Tom Ellis devilishly plays Lucifer.

The good people at Netflix have found a way of getting the devil to work miracles for them by turning "Lucifer" into a smash hit, writes streaming columnist NICK OVERALL.

IF there’s one surefire sign of the influence of Netflix, being able to revive the Prince of Darkness might be it.

Nick Overall.

“Lucifer” is the slick, darkly comic series which sees Satan himself move to LA to open a nightclub after growing tired of dwelling in hell, and its new string of episodes has been going gangbusters on Netflix.

But it wasn’t always the hit it’s now become. 

It originally aired on Fox in 2016, and despite the wicked premise conjured up by Neil Gaiman, the best-selling author of “American Gods”, the show was cancelled by the end of its third season, cast out of production due to poor viewership.

However, thanks to a following of fans rallying to revive it, #SaveLucifer became a number one trending topic. A hashtag that would have undoubtedly raised some eyebrows, fan of the show or not.

Although the effort didn’t work, a second attempt under the title #PickUpLucifer also went viral and Netflix slyly spotting the potential stepped in to take creative control of the series.

Now produced by and running on the streaming platform, “Lucifer” has seen huge success, especially with the newest season being one of the most watched shows in June.

So if the shows failed to keep pace on commercial television, why has the opposite effect occurred on a streaming platform?

Because commercial television relies so heavily on ad breaks, the more episodes per season a network can include the more money there is to be made.

That’s why so many shows of the 2000’s era aimed for 20 or more episodes a season.

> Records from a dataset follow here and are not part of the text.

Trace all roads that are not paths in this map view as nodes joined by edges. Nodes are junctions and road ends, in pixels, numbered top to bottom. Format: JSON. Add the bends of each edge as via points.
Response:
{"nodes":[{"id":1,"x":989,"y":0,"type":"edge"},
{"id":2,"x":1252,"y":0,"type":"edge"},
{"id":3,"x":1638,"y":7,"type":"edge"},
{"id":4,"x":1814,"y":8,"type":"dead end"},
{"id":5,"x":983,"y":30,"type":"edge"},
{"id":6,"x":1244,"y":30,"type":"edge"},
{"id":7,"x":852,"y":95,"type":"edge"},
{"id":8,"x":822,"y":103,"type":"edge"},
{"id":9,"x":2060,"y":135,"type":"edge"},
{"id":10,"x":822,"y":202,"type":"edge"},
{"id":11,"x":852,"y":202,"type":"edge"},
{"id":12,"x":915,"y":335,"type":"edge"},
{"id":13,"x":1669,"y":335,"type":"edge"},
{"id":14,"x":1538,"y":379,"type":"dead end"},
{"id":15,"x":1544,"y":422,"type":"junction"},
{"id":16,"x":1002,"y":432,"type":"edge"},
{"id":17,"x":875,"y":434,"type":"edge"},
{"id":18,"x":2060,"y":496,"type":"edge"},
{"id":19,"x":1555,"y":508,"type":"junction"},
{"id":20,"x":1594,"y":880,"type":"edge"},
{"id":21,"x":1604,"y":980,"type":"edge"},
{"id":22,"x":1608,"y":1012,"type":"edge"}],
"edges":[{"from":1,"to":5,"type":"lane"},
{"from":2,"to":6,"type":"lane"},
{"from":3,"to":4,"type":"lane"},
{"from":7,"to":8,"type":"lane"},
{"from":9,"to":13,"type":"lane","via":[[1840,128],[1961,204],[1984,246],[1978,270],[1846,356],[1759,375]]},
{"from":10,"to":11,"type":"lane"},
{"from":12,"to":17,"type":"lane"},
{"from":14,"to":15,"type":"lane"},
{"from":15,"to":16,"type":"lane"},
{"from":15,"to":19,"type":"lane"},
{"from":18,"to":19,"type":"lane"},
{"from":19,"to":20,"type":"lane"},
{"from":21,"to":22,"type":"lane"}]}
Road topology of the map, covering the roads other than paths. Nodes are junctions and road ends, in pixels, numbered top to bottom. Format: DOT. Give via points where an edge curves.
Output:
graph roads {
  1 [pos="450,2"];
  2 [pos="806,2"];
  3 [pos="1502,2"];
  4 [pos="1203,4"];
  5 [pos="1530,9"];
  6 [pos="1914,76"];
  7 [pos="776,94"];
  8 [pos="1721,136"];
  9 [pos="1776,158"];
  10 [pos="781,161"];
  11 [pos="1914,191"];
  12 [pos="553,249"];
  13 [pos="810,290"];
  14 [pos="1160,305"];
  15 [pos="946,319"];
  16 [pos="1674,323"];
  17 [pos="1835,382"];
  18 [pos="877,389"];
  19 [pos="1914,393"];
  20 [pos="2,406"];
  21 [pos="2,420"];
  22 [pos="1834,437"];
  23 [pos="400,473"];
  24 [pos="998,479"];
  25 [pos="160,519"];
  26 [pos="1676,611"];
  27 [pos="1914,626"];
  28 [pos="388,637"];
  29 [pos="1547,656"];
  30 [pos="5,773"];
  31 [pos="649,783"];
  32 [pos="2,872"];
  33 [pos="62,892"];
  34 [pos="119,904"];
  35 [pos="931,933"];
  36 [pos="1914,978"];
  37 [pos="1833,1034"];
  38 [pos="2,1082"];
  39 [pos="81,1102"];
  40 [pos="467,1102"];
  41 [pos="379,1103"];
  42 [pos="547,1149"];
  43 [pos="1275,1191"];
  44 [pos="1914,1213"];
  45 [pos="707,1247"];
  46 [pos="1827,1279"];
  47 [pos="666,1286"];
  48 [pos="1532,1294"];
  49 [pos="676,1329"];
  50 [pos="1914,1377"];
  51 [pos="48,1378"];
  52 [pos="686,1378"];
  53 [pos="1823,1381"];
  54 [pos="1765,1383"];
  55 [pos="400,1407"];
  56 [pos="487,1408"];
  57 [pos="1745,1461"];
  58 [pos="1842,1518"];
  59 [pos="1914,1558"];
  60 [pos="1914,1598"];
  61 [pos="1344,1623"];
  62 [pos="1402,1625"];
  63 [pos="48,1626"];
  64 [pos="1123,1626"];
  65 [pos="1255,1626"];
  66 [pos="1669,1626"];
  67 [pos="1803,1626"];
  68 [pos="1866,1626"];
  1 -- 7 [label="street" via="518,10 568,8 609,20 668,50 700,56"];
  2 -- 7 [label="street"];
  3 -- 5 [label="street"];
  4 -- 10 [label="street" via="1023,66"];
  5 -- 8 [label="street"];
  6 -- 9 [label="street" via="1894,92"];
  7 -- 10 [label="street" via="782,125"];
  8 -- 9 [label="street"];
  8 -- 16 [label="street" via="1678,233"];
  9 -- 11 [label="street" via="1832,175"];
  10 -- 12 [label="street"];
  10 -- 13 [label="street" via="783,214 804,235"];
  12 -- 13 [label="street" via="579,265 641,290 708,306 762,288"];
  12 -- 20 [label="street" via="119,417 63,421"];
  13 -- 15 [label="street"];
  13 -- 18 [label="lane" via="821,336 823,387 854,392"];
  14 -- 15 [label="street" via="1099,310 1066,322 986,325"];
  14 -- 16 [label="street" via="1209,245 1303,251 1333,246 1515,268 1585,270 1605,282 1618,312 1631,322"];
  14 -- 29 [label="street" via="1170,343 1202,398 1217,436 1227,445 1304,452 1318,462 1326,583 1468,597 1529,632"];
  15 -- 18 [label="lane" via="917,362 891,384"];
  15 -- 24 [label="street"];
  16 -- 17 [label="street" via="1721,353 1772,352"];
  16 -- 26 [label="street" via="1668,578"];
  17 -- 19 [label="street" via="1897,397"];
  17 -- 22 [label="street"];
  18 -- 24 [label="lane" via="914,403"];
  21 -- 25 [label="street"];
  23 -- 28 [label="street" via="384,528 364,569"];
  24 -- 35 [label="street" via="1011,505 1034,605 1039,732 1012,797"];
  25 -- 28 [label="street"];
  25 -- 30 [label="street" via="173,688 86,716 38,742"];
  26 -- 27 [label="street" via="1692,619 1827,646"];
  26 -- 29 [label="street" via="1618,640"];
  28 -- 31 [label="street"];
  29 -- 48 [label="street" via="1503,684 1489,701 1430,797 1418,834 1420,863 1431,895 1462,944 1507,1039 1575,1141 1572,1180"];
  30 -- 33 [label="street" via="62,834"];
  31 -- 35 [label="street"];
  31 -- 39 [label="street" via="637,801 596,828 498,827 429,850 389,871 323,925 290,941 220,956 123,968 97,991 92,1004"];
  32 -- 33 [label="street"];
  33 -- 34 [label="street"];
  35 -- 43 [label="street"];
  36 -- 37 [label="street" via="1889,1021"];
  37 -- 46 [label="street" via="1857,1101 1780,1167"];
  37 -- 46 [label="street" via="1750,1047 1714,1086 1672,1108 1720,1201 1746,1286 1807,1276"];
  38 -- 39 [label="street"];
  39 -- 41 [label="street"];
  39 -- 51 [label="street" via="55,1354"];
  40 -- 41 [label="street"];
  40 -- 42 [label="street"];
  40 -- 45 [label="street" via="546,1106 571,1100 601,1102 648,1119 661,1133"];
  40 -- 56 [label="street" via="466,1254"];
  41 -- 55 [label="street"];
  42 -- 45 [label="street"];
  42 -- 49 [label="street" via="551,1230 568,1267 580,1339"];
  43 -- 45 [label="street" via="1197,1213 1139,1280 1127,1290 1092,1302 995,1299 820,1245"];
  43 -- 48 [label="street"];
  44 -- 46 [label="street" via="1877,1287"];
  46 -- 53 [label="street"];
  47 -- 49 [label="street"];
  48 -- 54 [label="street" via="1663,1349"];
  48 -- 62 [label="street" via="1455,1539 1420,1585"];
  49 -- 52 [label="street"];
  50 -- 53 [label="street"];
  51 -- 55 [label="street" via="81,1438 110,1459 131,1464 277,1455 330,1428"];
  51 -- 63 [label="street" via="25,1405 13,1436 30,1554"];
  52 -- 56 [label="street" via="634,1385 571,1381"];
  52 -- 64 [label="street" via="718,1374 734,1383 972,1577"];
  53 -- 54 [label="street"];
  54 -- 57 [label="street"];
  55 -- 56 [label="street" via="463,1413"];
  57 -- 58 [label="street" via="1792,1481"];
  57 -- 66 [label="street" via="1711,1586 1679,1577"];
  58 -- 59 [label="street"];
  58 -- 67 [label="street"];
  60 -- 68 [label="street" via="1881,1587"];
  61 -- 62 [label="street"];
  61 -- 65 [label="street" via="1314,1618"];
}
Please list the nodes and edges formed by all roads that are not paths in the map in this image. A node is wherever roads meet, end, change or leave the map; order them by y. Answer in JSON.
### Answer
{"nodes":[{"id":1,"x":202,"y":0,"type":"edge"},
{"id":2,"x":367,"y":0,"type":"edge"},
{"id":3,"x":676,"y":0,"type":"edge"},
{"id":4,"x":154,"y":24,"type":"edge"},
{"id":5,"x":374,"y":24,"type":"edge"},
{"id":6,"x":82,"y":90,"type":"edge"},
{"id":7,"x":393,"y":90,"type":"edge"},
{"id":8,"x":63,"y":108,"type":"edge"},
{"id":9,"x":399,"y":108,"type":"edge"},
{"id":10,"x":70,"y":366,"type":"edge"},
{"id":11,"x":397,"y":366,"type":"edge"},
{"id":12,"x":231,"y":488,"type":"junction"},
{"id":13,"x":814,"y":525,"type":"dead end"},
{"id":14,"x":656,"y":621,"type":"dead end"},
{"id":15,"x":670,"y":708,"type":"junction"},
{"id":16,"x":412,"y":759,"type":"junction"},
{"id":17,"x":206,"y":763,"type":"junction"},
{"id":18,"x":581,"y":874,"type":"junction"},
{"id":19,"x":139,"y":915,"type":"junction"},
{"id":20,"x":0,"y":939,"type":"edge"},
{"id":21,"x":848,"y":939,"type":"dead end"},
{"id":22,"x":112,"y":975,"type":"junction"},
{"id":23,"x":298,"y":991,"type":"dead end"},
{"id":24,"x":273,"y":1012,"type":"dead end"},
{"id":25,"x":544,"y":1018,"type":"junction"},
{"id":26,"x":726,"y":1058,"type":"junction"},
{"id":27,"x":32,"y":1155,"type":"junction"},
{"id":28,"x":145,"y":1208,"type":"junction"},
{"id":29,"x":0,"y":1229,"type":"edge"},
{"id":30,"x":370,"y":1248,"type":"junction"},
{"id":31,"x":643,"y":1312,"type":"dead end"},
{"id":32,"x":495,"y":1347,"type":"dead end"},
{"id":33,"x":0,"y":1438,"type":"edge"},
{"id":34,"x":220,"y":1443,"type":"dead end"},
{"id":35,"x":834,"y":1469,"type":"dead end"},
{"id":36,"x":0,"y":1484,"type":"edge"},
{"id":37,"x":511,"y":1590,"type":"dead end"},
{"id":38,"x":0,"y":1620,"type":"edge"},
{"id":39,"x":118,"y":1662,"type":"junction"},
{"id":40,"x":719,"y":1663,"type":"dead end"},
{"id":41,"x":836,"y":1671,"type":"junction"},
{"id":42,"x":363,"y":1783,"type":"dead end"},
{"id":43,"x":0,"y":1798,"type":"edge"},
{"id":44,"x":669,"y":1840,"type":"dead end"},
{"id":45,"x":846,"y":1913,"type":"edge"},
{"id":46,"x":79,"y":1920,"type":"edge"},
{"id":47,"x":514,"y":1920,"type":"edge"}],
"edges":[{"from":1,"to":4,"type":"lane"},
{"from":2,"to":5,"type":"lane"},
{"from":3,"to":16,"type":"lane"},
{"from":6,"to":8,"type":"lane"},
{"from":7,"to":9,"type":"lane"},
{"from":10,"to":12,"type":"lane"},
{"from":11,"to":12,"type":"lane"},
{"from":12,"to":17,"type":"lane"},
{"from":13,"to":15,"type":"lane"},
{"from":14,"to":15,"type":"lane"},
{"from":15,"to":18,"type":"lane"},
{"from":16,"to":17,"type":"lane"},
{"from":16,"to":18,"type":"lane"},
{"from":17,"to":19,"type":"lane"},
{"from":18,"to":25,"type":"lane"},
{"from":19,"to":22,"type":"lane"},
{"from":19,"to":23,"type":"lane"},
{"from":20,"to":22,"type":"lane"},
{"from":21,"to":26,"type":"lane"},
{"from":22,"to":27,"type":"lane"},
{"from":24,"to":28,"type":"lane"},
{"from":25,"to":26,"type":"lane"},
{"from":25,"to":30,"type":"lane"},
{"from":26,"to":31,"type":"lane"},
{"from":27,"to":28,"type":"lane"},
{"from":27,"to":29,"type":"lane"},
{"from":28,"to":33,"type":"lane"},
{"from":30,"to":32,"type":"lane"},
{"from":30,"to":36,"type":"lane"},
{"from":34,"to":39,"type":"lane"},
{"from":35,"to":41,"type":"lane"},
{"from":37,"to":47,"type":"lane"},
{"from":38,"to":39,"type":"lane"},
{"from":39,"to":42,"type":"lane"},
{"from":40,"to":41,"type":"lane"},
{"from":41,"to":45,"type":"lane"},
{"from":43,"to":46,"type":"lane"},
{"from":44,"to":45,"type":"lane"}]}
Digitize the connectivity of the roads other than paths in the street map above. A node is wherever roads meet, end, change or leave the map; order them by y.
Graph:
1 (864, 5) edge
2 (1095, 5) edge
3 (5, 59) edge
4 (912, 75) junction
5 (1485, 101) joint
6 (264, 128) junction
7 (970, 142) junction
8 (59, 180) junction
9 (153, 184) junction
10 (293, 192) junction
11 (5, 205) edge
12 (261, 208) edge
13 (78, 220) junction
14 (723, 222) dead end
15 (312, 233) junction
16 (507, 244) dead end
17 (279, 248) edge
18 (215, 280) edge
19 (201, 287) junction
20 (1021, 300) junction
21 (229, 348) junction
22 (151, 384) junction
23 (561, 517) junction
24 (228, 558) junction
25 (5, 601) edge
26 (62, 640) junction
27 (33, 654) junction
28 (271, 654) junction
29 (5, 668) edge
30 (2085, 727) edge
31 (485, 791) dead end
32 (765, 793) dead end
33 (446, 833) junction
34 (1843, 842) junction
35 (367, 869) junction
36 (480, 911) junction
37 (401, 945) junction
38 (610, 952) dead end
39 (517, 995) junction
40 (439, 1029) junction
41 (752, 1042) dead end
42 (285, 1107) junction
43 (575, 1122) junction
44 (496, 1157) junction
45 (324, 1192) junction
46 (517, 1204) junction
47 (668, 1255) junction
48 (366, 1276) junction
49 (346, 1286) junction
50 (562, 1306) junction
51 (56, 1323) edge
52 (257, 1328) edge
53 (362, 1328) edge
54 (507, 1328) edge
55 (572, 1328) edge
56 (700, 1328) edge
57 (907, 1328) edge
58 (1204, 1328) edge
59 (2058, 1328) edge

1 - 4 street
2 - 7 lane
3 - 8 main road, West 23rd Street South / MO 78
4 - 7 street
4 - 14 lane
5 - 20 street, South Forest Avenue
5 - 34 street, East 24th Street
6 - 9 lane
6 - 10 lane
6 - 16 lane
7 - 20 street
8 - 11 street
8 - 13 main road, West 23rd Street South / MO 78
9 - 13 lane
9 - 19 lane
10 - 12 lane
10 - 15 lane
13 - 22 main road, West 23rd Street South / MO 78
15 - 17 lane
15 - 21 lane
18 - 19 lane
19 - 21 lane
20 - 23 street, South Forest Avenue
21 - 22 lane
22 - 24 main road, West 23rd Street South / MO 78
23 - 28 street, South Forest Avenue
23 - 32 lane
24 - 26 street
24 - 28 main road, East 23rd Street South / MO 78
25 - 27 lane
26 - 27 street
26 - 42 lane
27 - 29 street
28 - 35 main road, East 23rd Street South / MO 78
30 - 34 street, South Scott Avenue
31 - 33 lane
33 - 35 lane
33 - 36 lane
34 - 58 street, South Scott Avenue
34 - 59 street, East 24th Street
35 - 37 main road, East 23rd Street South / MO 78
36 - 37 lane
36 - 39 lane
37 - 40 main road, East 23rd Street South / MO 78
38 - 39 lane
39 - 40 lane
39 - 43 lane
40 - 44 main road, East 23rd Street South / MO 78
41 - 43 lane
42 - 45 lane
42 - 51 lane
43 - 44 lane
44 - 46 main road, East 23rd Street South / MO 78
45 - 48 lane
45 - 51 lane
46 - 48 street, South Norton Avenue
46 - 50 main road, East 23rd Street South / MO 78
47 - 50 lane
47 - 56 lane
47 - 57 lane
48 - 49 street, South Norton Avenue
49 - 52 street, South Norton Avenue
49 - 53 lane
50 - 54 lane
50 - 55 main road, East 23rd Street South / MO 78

It’s also why so many featured a new premise with each new episode, rather than the more singular, overarching plots seen now.

As streaming platforms aren’t bound by ad-break quotas, the length of modern television story telling has been chopped in half, with seasons sitting more around the 10, rather than 20-episode mark.

Compared to its early seasons of around 18 episodes each, the revived, fourth Netflix season of “Lucifer” was only 10 episodes and able to move its plot along at a breakneck pace.

That concentrated storytelling was infinitely more suited to its style and concept than its lengthy, earlier seasons which dragged along. The added pace gave it the leg-up to become the popular beast it is today.

Its fifth season technically has 16 episodes, but even then they’ve been split into two sets of eight episodes released a year apart.

But it's not the only hit show that plays with angels and demons for its premise.

Amazon Prime’s “Good Omens” has had a warm reception from critics and fans alike, and all signs point towards a second season gearing up. 

It’s based on the hilarious book by the late Terry Pratchett, about the finicky angel Aziraphale and hedonistic demon Crowley teaming up to track down the antichrist and thwart a looming armageddon.

In the show the duo are played by Michael Sheen and David Tennant respectively, whose waggish charisma bounces off one another in a way that makes the show an effortless watch. 

Interestingly, “Good Omens” also has Neil Gaiman’s hand in it, who contributed to the novel now published more than 30 years ago and who was pivotal in getting the modern television adaptation up and running. 

He’s become known as a master of bringing mythological characters to a modern audience, and the concurrent success of “Good Omens” and “Lucifer” together certainly prove that to be the case.

Lucky indeed he and the team behind “Lucifer” are that Netflix had, as perhaps best put by Mick Jagger once upon a time, some sympathy for the devil.